→ **EXERCISE**: Find the line that contains "Quick job: Convert" in the entries below. Write out that line and all that follow it, unchanged and alone.

Stored data entries:
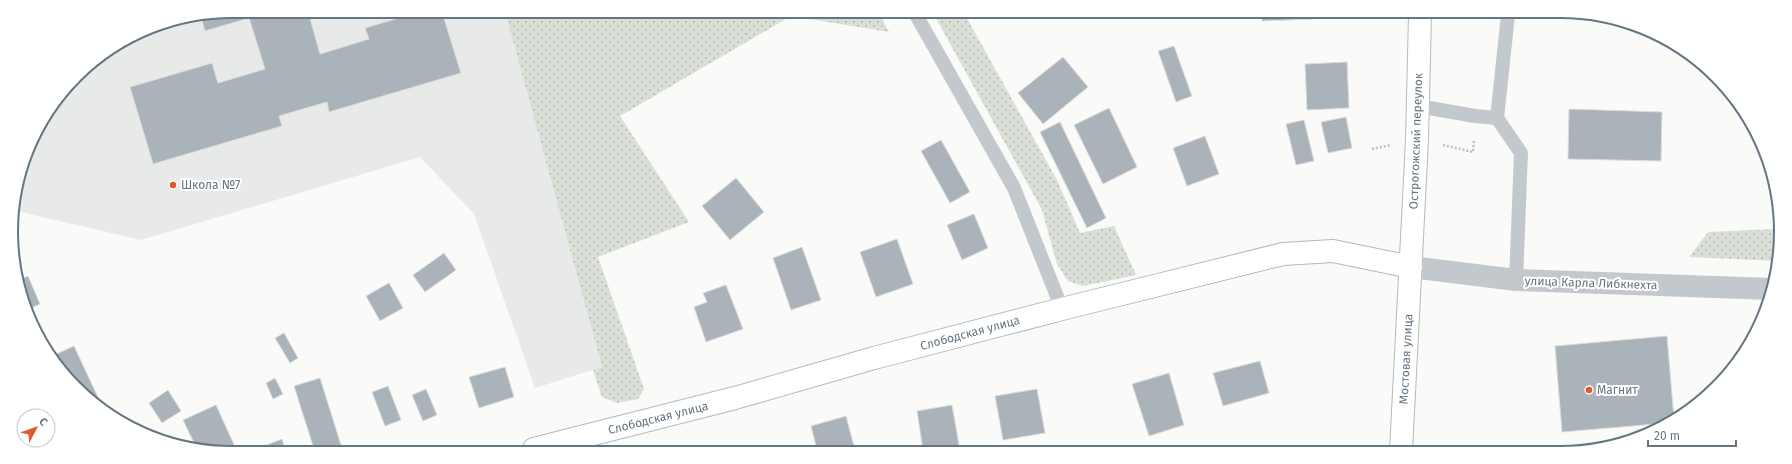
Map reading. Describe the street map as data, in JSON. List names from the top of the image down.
{
  "streets": {
    "street": [
      "Острогожский переулок",
      "улица Карла Либкнехта",
      "Слободская улица",
      "Мостовая улица"
    ]
  },
  "crossings": [
    ["Острогожский переулок", "улица Карла Либкнехта"],
    ["Острогожский переулок", "Слободская улица"],
    ["Острогожский переулок", "Мостовая улица"],
    ["улица Карла Либкнехта", "Слободская улица"],
    ["улица Карла Либкнехта", "Мостовая улица"],
    ["Слободская улица", "Мостовая улица"]
  ],
  "places": ["Школа №7", "Магнит"],
  "scale_bar": "20 m",
  "north": "top right"
}
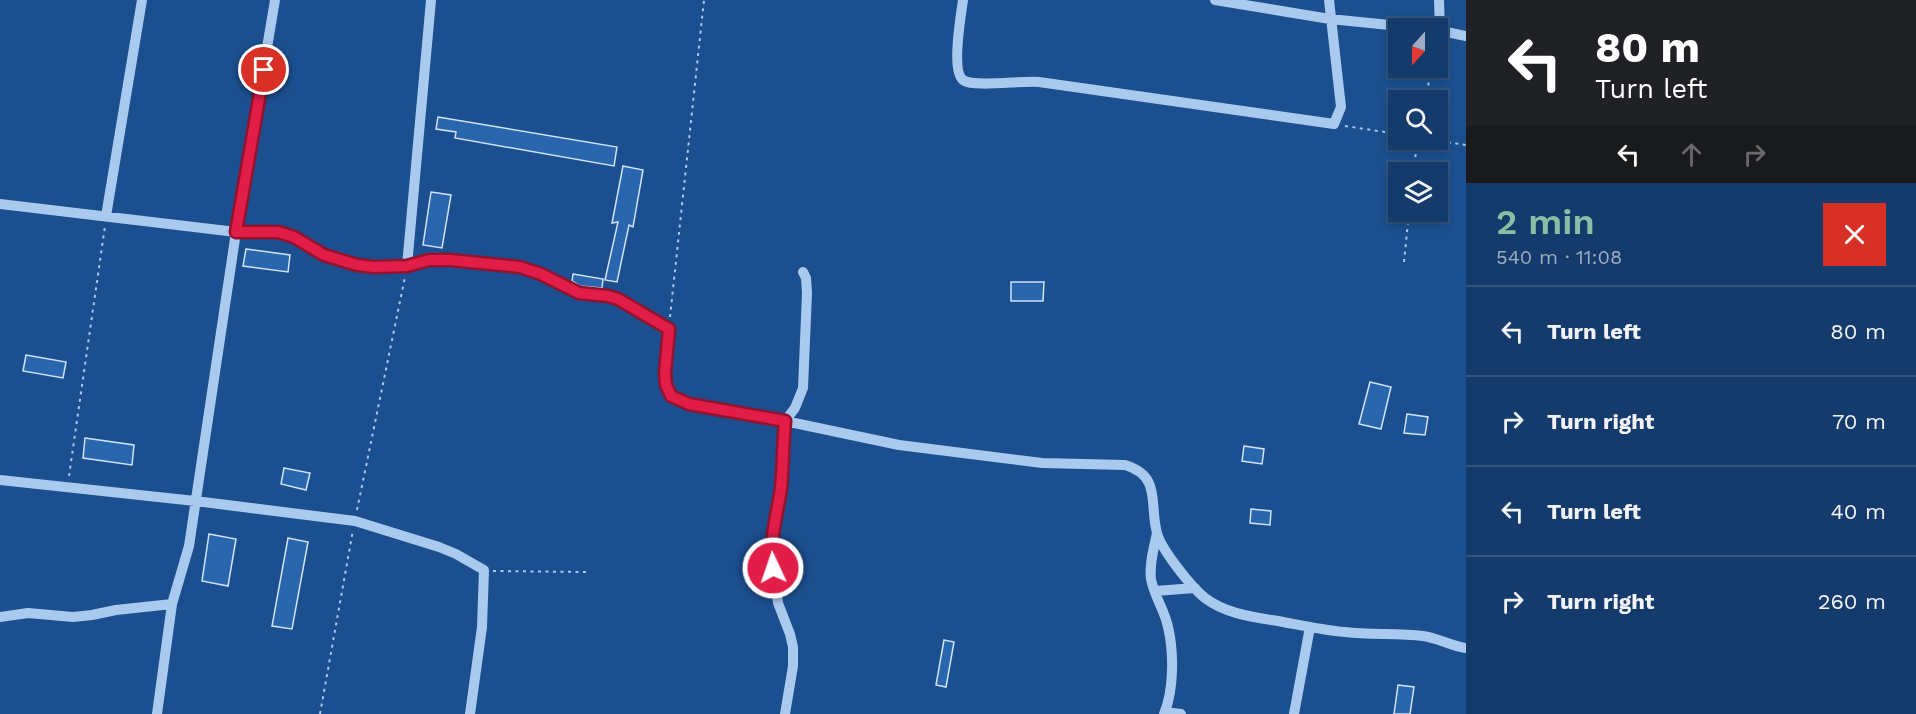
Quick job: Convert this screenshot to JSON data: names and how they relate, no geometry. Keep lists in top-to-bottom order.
{
  "north": "bottom",
  "page": {
    "turn": ["80 m", "Turn left"],
    "heading": ["2 min", "540 m · 11:08"],
    "list": [
      {
        "name": "Turn left",
        "value": "80 m"
      },
      {
        "name": "Turn right",
        "value": "70 m"
      },
      {
        "name": "Turn left",
        "value": "40 m"
      },
      {
        "name": "Turn right",
        "value": "260 m"
      }
    ]
  }
}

→ **FINISHED TASK**:
Quick job: Convert this screenshot to JSON data: names and how they relate, no geometry. Keep lists in top-to-bottom order.
{
  "north": "bottom",
  "page": {
    "turn": ["80 m", "Turn left"],
    "heading": ["2 min", "540 m · 11:08"],
    "list": [
      {
        "name": "Turn left",
        "value": "80 m"
      },
      {
        "name": "Turn right",
        "value": "70 m"
      },
      {
        "name": "Turn left",
        "value": "40 m"
      },
      {
        "name": "Turn right",
        "value": "260 m"
      }
    ]
  }
}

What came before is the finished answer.